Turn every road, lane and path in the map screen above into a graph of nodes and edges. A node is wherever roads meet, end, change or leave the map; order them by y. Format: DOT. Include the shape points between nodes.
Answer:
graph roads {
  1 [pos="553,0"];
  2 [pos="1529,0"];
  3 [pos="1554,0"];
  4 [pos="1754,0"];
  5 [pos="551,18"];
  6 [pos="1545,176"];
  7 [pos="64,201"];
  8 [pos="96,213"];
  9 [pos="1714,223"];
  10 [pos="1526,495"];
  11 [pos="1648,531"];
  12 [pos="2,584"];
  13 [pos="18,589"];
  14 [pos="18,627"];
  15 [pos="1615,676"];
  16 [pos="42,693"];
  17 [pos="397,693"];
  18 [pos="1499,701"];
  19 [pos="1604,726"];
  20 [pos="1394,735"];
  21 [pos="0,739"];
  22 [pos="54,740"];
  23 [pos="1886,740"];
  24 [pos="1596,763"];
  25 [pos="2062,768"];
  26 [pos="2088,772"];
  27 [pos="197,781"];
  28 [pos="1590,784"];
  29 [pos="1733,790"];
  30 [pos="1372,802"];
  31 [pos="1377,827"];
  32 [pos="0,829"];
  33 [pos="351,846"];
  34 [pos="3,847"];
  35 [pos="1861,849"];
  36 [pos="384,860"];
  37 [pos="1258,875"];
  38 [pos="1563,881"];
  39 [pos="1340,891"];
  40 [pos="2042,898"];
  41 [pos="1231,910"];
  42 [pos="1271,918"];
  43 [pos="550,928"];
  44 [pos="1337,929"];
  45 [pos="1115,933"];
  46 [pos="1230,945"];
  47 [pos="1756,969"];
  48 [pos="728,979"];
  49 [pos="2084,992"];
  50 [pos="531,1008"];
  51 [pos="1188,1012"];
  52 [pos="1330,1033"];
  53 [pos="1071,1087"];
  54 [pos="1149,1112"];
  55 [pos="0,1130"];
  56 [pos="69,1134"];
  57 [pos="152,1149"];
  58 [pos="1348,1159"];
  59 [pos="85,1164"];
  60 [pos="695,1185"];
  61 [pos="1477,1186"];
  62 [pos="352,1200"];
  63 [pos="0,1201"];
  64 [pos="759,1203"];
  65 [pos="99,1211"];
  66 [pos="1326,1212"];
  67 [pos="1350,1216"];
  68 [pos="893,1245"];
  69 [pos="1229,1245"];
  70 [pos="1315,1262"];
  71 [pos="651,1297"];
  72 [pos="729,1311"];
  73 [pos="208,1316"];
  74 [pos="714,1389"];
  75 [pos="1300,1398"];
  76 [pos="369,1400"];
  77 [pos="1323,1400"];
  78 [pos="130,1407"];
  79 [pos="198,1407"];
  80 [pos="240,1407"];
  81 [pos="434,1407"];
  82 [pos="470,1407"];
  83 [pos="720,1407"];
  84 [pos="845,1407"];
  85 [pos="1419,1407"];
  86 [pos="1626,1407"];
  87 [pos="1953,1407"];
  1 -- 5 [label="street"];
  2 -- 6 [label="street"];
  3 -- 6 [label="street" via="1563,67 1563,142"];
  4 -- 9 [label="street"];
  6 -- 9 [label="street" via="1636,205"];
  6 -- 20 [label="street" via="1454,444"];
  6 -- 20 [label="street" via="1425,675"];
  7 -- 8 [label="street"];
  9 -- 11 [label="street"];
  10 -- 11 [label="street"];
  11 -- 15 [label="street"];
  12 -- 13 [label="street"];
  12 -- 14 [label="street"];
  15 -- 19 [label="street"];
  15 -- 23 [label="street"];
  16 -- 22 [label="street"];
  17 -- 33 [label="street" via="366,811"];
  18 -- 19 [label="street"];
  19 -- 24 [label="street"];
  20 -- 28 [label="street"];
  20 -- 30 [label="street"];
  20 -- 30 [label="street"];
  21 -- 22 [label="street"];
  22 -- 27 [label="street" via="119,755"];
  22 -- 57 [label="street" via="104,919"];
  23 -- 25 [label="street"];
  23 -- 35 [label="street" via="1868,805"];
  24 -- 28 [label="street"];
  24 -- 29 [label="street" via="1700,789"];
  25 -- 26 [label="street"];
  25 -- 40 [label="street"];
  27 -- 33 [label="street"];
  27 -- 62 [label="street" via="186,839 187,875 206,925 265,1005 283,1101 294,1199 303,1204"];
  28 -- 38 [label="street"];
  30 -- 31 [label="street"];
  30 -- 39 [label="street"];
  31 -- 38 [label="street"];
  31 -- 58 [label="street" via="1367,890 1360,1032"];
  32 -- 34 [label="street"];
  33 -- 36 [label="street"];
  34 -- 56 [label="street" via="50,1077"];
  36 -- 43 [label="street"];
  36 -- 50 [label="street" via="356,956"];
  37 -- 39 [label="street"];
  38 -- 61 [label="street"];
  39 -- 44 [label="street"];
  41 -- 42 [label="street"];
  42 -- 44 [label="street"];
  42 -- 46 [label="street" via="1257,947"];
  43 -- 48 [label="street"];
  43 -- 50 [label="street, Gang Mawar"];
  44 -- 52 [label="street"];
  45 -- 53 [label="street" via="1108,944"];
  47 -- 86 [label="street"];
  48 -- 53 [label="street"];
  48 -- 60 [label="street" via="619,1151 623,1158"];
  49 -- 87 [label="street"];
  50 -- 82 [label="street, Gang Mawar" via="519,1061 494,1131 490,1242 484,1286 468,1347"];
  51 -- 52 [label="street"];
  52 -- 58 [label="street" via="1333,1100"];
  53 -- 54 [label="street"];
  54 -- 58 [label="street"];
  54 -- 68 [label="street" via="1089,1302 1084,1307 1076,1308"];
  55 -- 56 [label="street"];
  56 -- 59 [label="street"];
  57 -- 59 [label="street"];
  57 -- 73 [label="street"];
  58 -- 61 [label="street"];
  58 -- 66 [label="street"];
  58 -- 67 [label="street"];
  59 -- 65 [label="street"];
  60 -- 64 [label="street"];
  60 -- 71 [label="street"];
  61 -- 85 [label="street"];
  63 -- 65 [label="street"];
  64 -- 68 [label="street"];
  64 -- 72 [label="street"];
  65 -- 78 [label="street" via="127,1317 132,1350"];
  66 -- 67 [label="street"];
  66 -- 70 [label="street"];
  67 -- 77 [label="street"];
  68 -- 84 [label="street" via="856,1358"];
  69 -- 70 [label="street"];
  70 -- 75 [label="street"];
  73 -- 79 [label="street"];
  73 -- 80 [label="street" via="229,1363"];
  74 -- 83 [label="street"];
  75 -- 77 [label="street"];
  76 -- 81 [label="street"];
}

◆ What is required:
Every line of the listing above is to be repeated exactly as written.

◆ Response:
Turn every road, lane and path in the map screen above into a graph of nodes and edges. A node is wherever roads meet, end, change or leave the map; order them by y. Format: DOT. Include the shape points between nodes.
Answer:
graph roads {
  1 [pos="553,0"];
  2 [pos="1529,0"];
  3 [pos="1554,0"];
  4 [pos="1754,0"];
  5 [pos="551,18"];
  6 [pos="1545,176"];
  7 [pos="64,201"];
  8 [pos="96,213"];
  9 [pos="1714,223"];
  10 [pos="1526,495"];
  11 [pos="1648,531"];
  12 [pos="2,584"];
  13 [pos="18,589"];
  14 [pos="18,627"];
  15 [pos="1615,676"];
  16 [pos="42,693"];
  17 [pos="397,693"];
  18 [pos="1499,701"];
  19 [pos="1604,726"];
  20 [pos="1394,735"];
  21 [pos="0,739"];
  22 [pos="54,740"];
  23 [pos="1886,740"];
  24 [pos="1596,763"];
  25 [pos="2062,768"];
  26 [pos="2088,772"];
  27 [pos="197,781"];
  28 [pos="1590,784"];
  29 [pos="1733,790"];
  30 [pos="1372,802"];
  31 [pos="1377,827"];
  32 [pos="0,829"];
  33 [pos="351,846"];
  34 [pos="3,847"];
  35 [pos="1861,849"];
  36 [pos="384,860"];
  37 [pos="1258,875"];
  38 [pos="1563,881"];
  39 [pos="1340,891"];
  40 [pos="2042,898"];
  41 [pos="1231,910"];
  42 [pos="1271,918"];
  43 [pos="550,928"];
  44 [pos="1337,929"];
  45 [pos="1115,933"];
  46 [pos="1230,945"];
  47 [pos="1756,969"];
  48 [pos="728,979"];
  49 [pos="2084,992"];
  50 [pos="531,1008"];
  51 [pos="1188,1012"];
  52 [pos="1330,1033"];
  53 [pos="1071,1087"];
  54 [pos="1149,1112"];
  55 [pos="0,1130"];
  56 [pos="69,1134"];
  57 [pos="152,1149"];
  58 [pos="1348,1159"];
  59 [pos="85,1164"];
  60 [pos="695,1185"];
  61 [pos="1477,1186"];
  62 [pos="352,1200"];
  63 [pos="0,1201"];
  64 [pos="759,1203"];
  65 [pos="99,1211"];
  66 [pos="1326,1212"];
  67 [pos="1350,1216"];
  68 [pos="893,1245"];
  69 [pos="1229,1245"];
  70 [pos="1315,1262"];
  71 [pos="651,1297"];
  72 [pos="729,1311"];
  73 [pos="208,1316"];
  74 [pos="714,1389"];
  75 [pos="1300,1398"];
  76 [pos="369,1400"];
  77 [pos="1323,1400"];
  78 [pos="130,1407"];
  79 [pos="198,1407"];
  80 [pos="240,1407"];
  81 [pos="434,1407"];
  82 [pos="470,1407"];
  83 [pos="720,1407"];
  84 [pos="845,1407"];
  85 [pos="1419,1407"];
  86 [pos="1626,1407"];
  87 [pos="1953,1407"];
  1 -- 5 [label="street"];
  2 -- 6 [label="street"];
  3 -- 6 [label="street" via="1563,67 1563,142"];
  4 -- 9 [label="street"];
  6 -- 9 [label="street" via="1636,205"];
  6 -- 20 [label="street" via="1454,444"];
  6 -- 20 [label="street" via="1425,675"];
  7 -- 8 [label="street"];
  9 -- 11 [label="street"];
  10 -- 11 [label="street"];
  11 -- 15 [label="street"];
  12 -- 13 [label="street"];
  12 -- 14 [label="street"];
  15 -- 19 [label="street"];
  15 -- 23 [label="street"];
  16 -- 22 [label="street"];
  17 -- 33 [label="street" via="366,811"];
  18 -- 19 [label="street"];
  19 -- 24 [label="street"];
  20 -- 28 [label="street"];
  20 -- 30 [label="street"];
  20 -- 30 [label="street"];
  21 -- 22 [label="street"];
  22 -- 27 [label="street" via="119,755"];
  22 -- 57 [label="street" via="104,919"];
  23 -- 25 [label="street"];
  23 -- 35 [label="street" via="1868,805"];
  24 -- 28 [label="street"];
  24 -- 29 [label="street" via="1700,789"];
  25 -- 26 [label="street"];
  25 -- 40 [label="street"];
  27 -- 33 [label="street"];
  27 -- 62 [label="street" via="186,839 187,875 206,925 265,1005 283,1101 294,1199 303,1204"];
  28 -- 38 [label="street"];
  30 -- 31 [label="street"];
  30 -- 39 [label="street"];
  31 -- 38 [label="street"];
  31 -- 58 [label="street" via="1367,890 1360,1032"];
  32 -- 34 [label="street"];
  33 -- 36 [label="street"];
  34 -- 56 [label="street" via="50,1077"];
  36 -- 43 [label="street"];
  36 -- 50 [label="street" via="356,956"];
  37 -- 39 [label="street"];
  38 -- 61 [label="street"];
  39 -- 44 [label="street"];
  41 -- 42 [label="street"];
  42 -- 44 [label="street"];
  42 -- 46 [label="street" via="1257,947"];
  43 -- 48 [label="street"];
  43 -- 50 [label="street, Gang Mawar"];
  44 -- 52 [label="street"];
  45 -- 53 [label="street" via="1108,944"];
  47 -- 86 [label="street"];
  48 -- 53 [label="street"];
  48 -- 60 [label="street" via="619,1151 623,1158"];
  49 -- 87 [label="street"];
  50 -- 82 [label="street, Gang Mawar" via="519,1061 494,1131 490,1242 484,1286 468,1347"];
  51 -- 52 [label="street"];
  52 -- 58 [label="street" via="1333,1100"];
  53 -- 54 [label="street"];
  54 -- 58 [label="street"];
  54 -- 68 [label="street" via="1089,1302 1084,1307 1076,1308"];
  55 -- 56 [label="street"];
  56 -- 59 [label="street"];
  57 -- 59 [label="street"];
  57 -- 73 [label="street"];
  58 -- 61 [label="street"];
  58 -- 66 [label="street"];
  58 -- 67 [label="street"];
  59 -- 65 [label="street"];
  60 -- 64 [label="street"];
  60 -- 71 [label="street"];
  61 -- 85 [label="street"];
  63 -- 65 [label="street"];
  64 -- 68 [label="street"];
  64 -- 72 [label="street"];
  65 -- 78 [label="street" via="127,1317 132,1350"];
  66 -- 67 [label="street"];
  66 -- 70 [label="street"];
  67 -- 77 [label="street"];
  68 -- 84 [label="street" via="856,1358"];
  69 -- 70 [label="street"];
  70 -- 75 [label="street"];
  73 -- 79 [label="street"];
  73 -- 80 [label="street" via="229,1363"];
  74 -- 83 [label="street"];
  75 -- 77 [label="street"];
  76 -- 81 [label="street"];
}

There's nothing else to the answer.